(Source data)
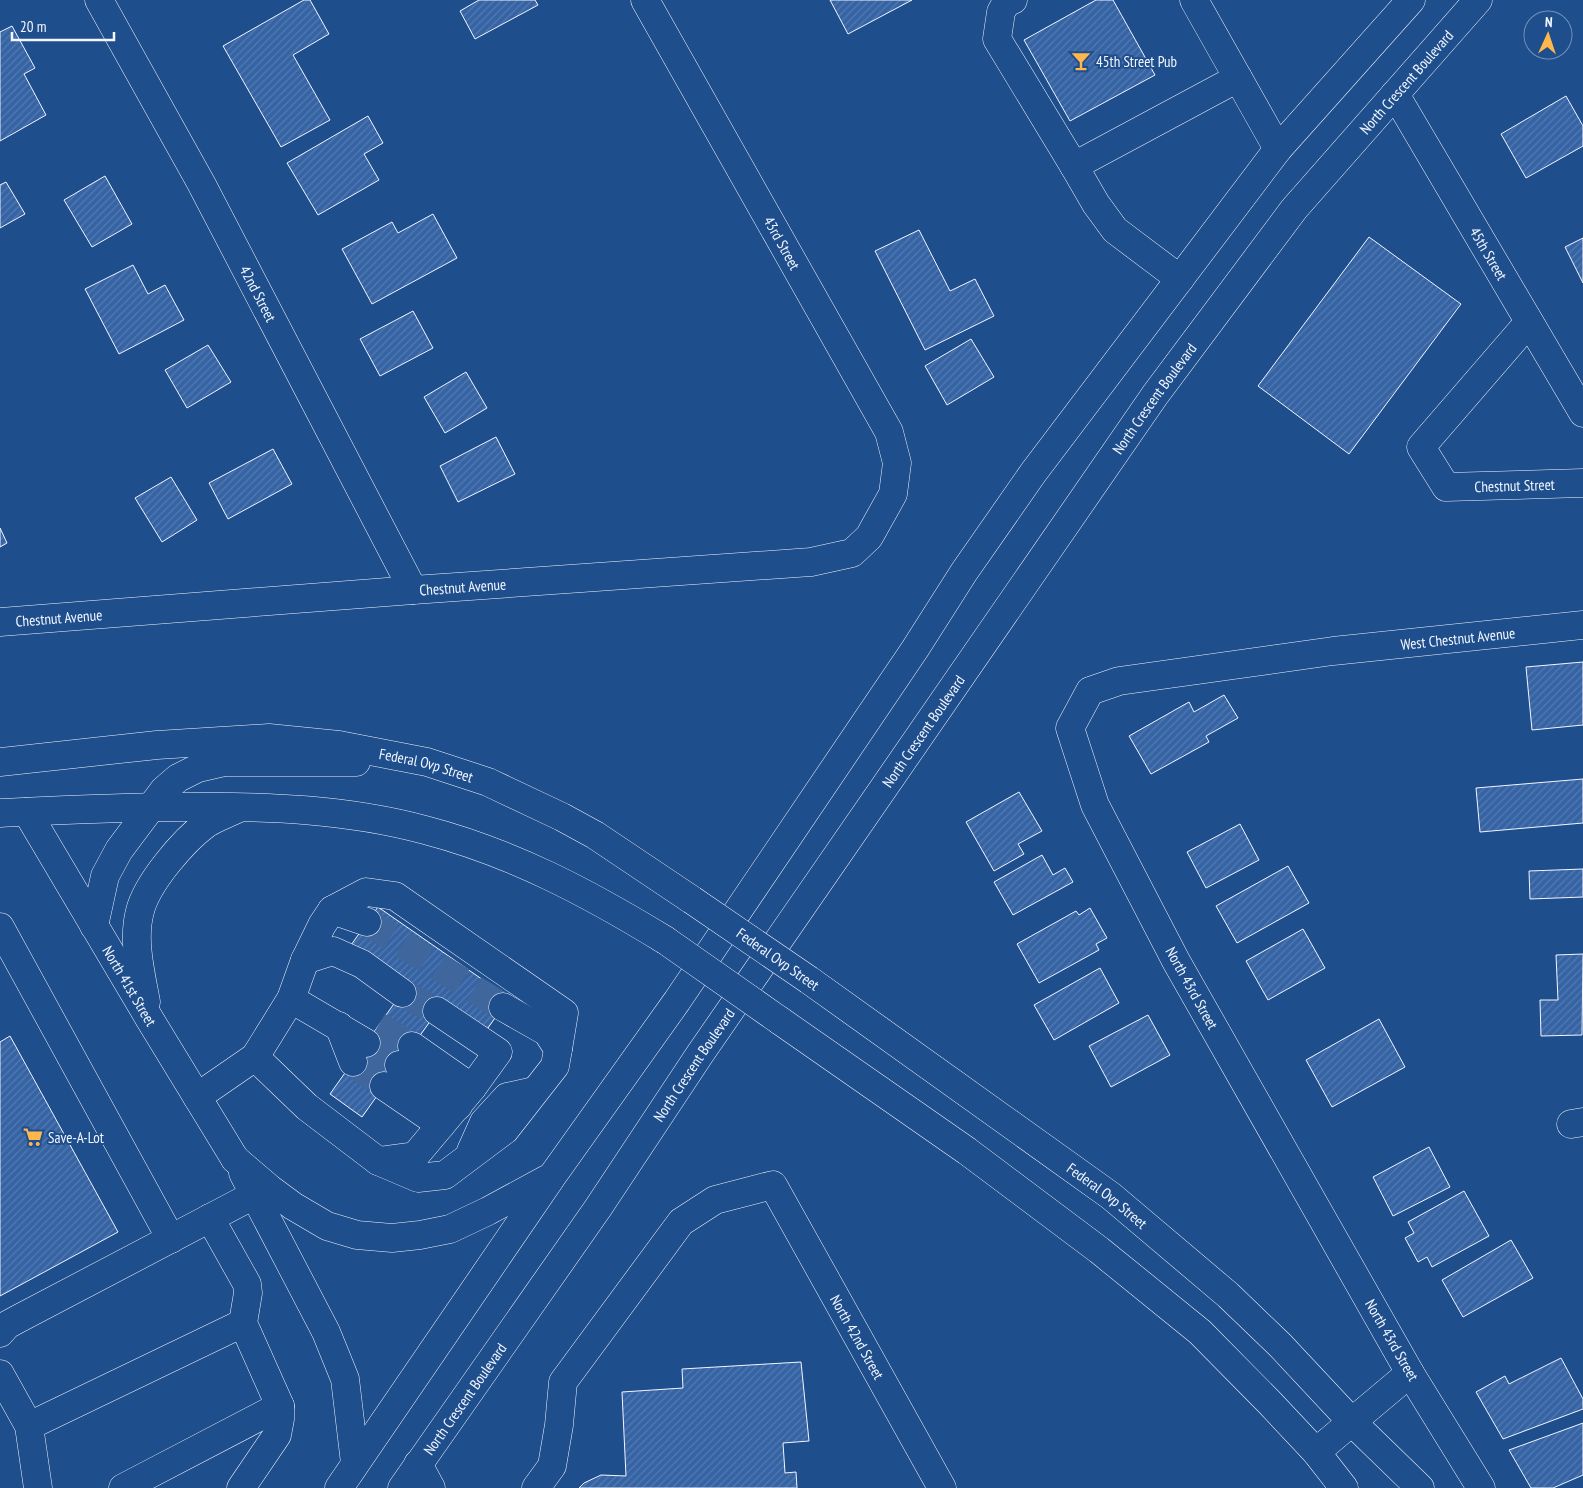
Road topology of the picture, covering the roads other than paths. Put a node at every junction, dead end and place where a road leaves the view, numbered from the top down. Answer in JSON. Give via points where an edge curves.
{"nodes":[{"id":1,"x":99,"y":0,"type":"edge"},
{"id":2,"x":645,"y":0,"type":"edge"},
{"id":3,"x":1013,"y":0,"type":"edge"},
{"id":4,"x":1194,"y":0,"type":"edge"},
{"id":5,"x":1411,"y":0,"type":"edge"},
{"id":6,"x":1478,"y":0,"type":"edge"},
{"id":7,"x":1238,"y":78,"type":"junction"},
{"id":8,"x":1395,"y":94,"type":"junction"},
{"id":9,"x":1278,"y":149,"type":"junction"},
{"id":10,"x":1074,"y":166,"type":"junction"},
{"id":11,"x":1180,"y":279,"type":"junction"},
{"id":12,"x":1529,"y":322,"type":"junction"},
{"id":13,"x":1583,"y":413,"type":"edge"},
{"id":14,"x":1583,"y":483,"type":"edge"},
{"id":15,"x":893,"y":494,"type":"joint"},
{"id":16,"x":413,"y":590,"type":"junction"},
{"id":17,"x":0,"y":622,"type":"edge"},
{"id":18,"x":1583,"y":626,"type":"edge"},
{"id":19,"x":1333,"y":651,"type":"joint"},
{"id":20,"x":0,"y":762,"type":"edge"},
{"id":21,"x":427,"y":762,"type":"junction"},
{"id":22,"x":242,"y":806,"type":"junction"},
{"id":23,"x":150,"y":807,"type":"junction"},
{"id":24,"x":27,"y":812,"type":"junction"},
{"id":25,"x":0,"y":813,"type":"edge"},
{"id":26,"x":327,"y":918,"type":"junction"},
{"id":27,"x":367,"y":922,"type":"tunnel mouth"},
{"id":28,"x":94,"y":926,"type":"junction"},
{"id":29,"x":0,"y":927,"type":"edge"},
{"id":30,"x":304,"y":960,"type":"junction"},
{"id":31,"x":402,"y":993,"type":"tunnel mouth"},
{"id":32,"x":291,"y":999,"type":"junction"},
{"id":33,"x":503,"y":1007,"type":"tunnel mouth"},
{"id":34,"x":437,"y":1011,"type":"tunnel mouth"},
{"id":35,"x":149,"y":1018,"type":"junction"},
{"id":36,"x":338,"y":1026,"type":"junction"},
{"id":37,"x":558,"y":1049,"type":"junction"},
{"id":38,"x":255,"y":1057,"type":"junction"},
{"id":39,"x":197,"y":1097,"type":"junction"},
{"id":40,"x":457,"y":1106,"type":"junction"},
{"id":41,"x":236,"y":1159,"type":"junction"},
{"id":42,"x":378,"y":1161,"type":"junction"},
{"id":43,"x":553,"y":1175,"type":"junction"},
{"id":44,"x":254,"y":1195,"type":"junction"},
{"id":45,"x":210,"y":1218,"type":"junction"},
{"id":46,"x":171,"y":1239,"type":"junction"},
{"id":47,"x":243,"y":1323,"type":"junction"},
{"id":48,"x":0,"y":1334,"type":"edge"},
{"id":49,"x":1410,"y":1373,"type":"junction"},
{"id":50,"x":0,"y":1374,"type":"edge"},
{"id":51,"x":280,"y":1406,"type":"junction"},
{"id":52,"x":1352,"y":1422,"type":"junction"},
{"id":53,"x":29,"y":1426,"type":"junction"},
{"id":54,"x":1316,"y":1452,"type":"junction"},
{"id":55,"x":355,"y":1463,"type":"junction"},
{"id":56,"x":418,"y":1464,"type":"junction"},
{"id":57,"x":38,"y":1488,"type":"edge"},
{"id":58,"x":123,"y":1488,"type":"edge"},
{"id":59,"x":241,"y":1488,"type":"edge"},
{"id":60,"x":339,"y":1488,"type":"edge"},
{"id":61,"x":402,"y":1488,"type":"edge"},
{"id":62,"x":431,"y":1488,"type":"edge"},
{"id":63,"x":536,"y":1488,"type":"edge"},
{"id":64,"x":942,"y":1488,"type":"edge"},
{"id":65,"x":1344,"y":1488,"type":"edge"},
{"id":66,"x":1420,"y":1488,"type":"edge"},
{"id":67,"x":1481,"y":1488,"type":"edge"}],
"edges":[{"from":1,"to":16,"type":"main road","name":"42nd Street","via":[[201,183]]},
{"from":2,"to":15,"type":"main road","name":"43rd Street","via":[[889,432],[896,463]]},
{"from":3,"to":10,"type":"main road","via":[[1006,3],[1001,12],[997,40]]},
{"from":4,"to":7,"type":"main road"},
{"from":5,"to":9,"type":"main road"},
{"from":6,"to":8,"type":"main road","name":"North Crescent Boulevard"},
{"from":7,"to":9,"type":"main road"},
{"from":7,"to":10,"type":"main road"},
{"from":8,"to":12,"type":"main road","name":"45th Street"},
{"from":8,"to":56,"type":"main road","name":"North Crescent Boulevard","via":[[1294,209],[1155,395],[705,1046],[598,1208]]},
{"from":9,"to":11,"type":"main road"},
{"from":10,"to":11,"type":"main road","via":[[1115,230]]},
{"from":11,"to":43,"type":"main road","via":[[1033,473],[677,1001]]},
{"from":12,"to":13,"type":"main road","name":"45th Street"},
{"from":12,"to":14,"type":"main road","name":"Chestnut Street","via":[[1420,446],[1446,487]]},
{"from":15,"to":16,"type":"main road","name":"Chestnut Avenue","via":[[869,537],[852,553],[811,562]]},
{"from":16,"to":17,"type":"main road","name":"Chestnut Avenue"},
{"from":18,"to":19,"type":"main road","name":"West Chestnut Avenue"},
{"from":19,"to":49,"type":"main road","name":"North 43rd Street","via":[[1119,681],[1090,691],[1070,728],[1095,805],[1176,961]]},
{"from":20,"to":21,"type":"main road","name":"Federal Ovp Street","via":[[157,744],[269,738],[339,745]]},
{"from":21,"to":23,"type":"main road","via":[[224,762],[198,768],[178,778]]},
{"from":21,"to":52,"type":"main road","name":"Federal Ovp Street","bridge":true,"via":[[488,782],[595,835],[809,980],[1111,1196],[1280,1345]]},
{"from":22,"to":23,"type":"main road"},
{"from":22,"to":35,"type":"main road","via":[[207,824],[186,842],[151,884],[140,911],[138,931],[138,954]]},
{"from":22,"to":54,"type":"main road","bridge":true,"via":[[361,816],[434,832],[548,874],[626,916],[967,1151],[1099,1250],[1200,1332]]},
{"from":23,"to":24,"type":"main road"},
{"from":23,"to":28,"type":"main road","via":[[105,876]]},
{"from":24,"to":25,"type":"main road"},
{"from":24,"to":28,"type":"main road","name":"North 41st Street"},
{"from":26,"to":27,"type":"main road"},
{"from":26,"to":30,"type":"main road"},
{"from":26,"to":37,"type":"main road","via":[[366,892],[395,896],[564,1013]]},
{"from":28,"to":35,"type":"main road","name":"North 41st Street"},
{"from":29,"to":46,"type":"main road"},
{"from":30,"to":31,"type":"main road","via":[[333,951],[362,964]]},
{"from":30,"to":32,"type":"main road"},
{"from":32,"to":36,"type":"main road"},
{"from":32,"to":38,"type":"main road"},
{"from":33,"to":37,"type":"main road","via":[[547,1032]]},
{"from":34,"to":40,"type":"main road","via":[[498,1052]]},
{"from":35,"to":39,"type":"main road","name":"North 41st Street"},
{"from":36,"to":36,"type":"main road","via":[[366,1044]]},
{"from":37,"to":42,"type":"main road","via":[[555,1066],[504,1130],[445,1175],[418,1178]]},
{"from":38,"to":39,"type":"main road"},
{"from":38,"to":42,"type":"main road","via":[[306,1107]]},
{"from":39,"to":41,"type":"main road","name":"North 41st Street"},
{"from":40,"to":40,"type":"main road","via":[[398,1066]]},
{"from":40,"to":42,"type":"main road","via":[[415,1156]]},
{"from":41,"to":43,"type":"main road","via":[[278,1195],[327,1226],[357,1235],[392,1238],[450,1230]]},
{"from":41,"to":44,"type":"main road"},
{"from":43,"to":55,"type":"main road"},
{"from":44,"to":45,"type":"main road"},
{"from":44,"to":55,"type":"main road","via":[[326,1332],[345,1379]]},
{"from":45,"to":46,"type":"main road"},
{"from":45,"to":47,"type":"main road","via":[[246,1284],[248,1293]]},
{"from":46,"to":48,"type":"main road","via":[[7,1325]]},
{"from":47,"to":51,"type":"main road"},
{"from":47,"to":53,"type":"main road"},
{"from":49,"to":52,"type":"main road"},
{"from":49,"to":67,"type":"main road","name":"North 43rd Street"},
{"from":50,"to":53,"type":"main road"},
{"from":51,"to":58,"type":"main road"},
{"from":51,"to":59,"type":"main road","via":[[277,1435]]},
{"from":52,"to":54,"type":"main road"},
{"from":52,"to":66,"type":"main road","name":"Federal Ovp Street"},
{"from":53,"to":57,"type":"main road"},
{"from":54,"to":65,"type":"main road"},
{"from":55,"to":60,"type":"main road"},
{"from":56,"to":61,"type":"main road","name":"North Crescent Boulevard"},
{"from":56,"to":62,"type":"main road"},
{"from":63,"to":64,"type":"main road","name":"North 42nd Street","via":[[552,1466],[563,1382],[681,1222],[715,1200],[773,1185]]}]}
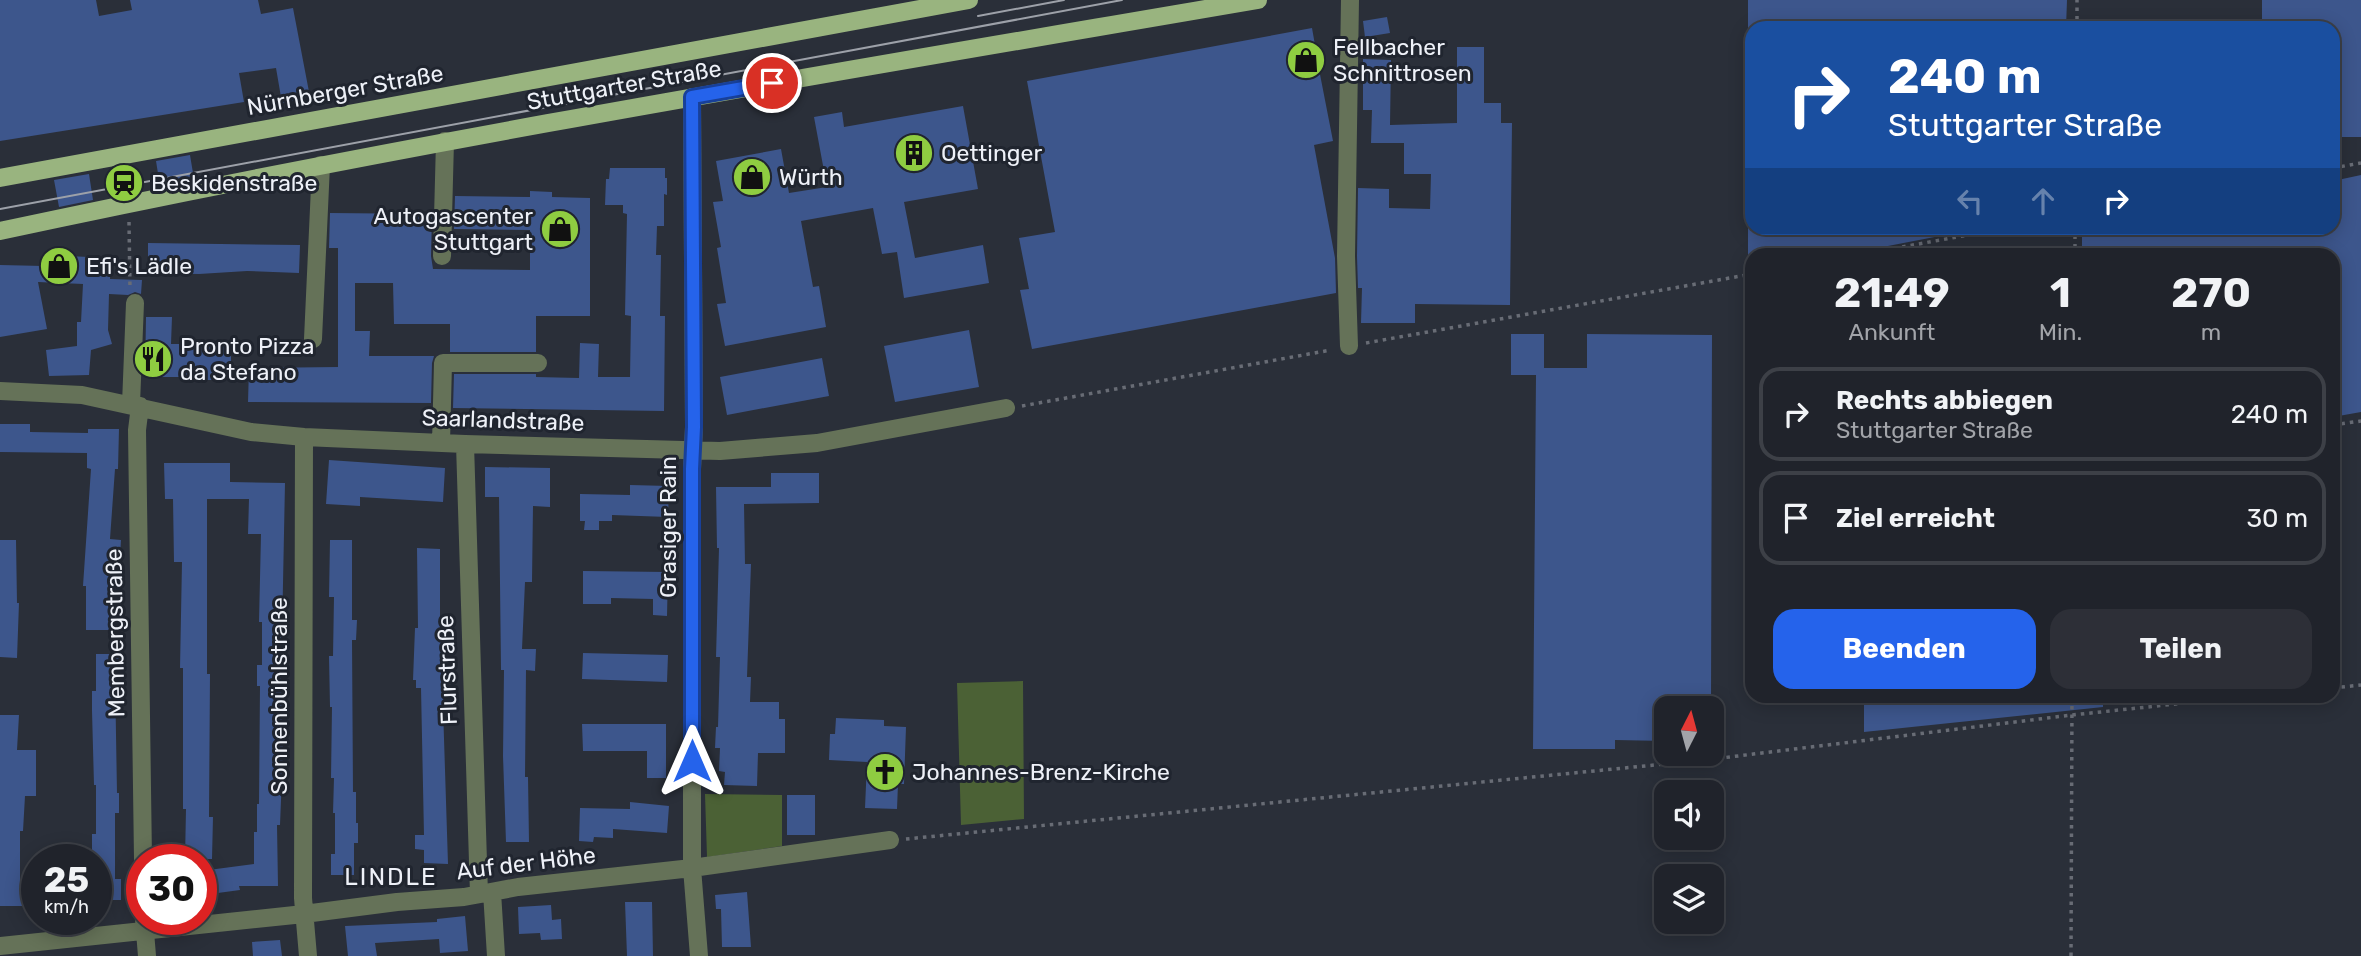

§ **Task prompt**
Look over the data and work out how many lines include the word "Boulevard"; reply with the number only.

§ **Completed task**
3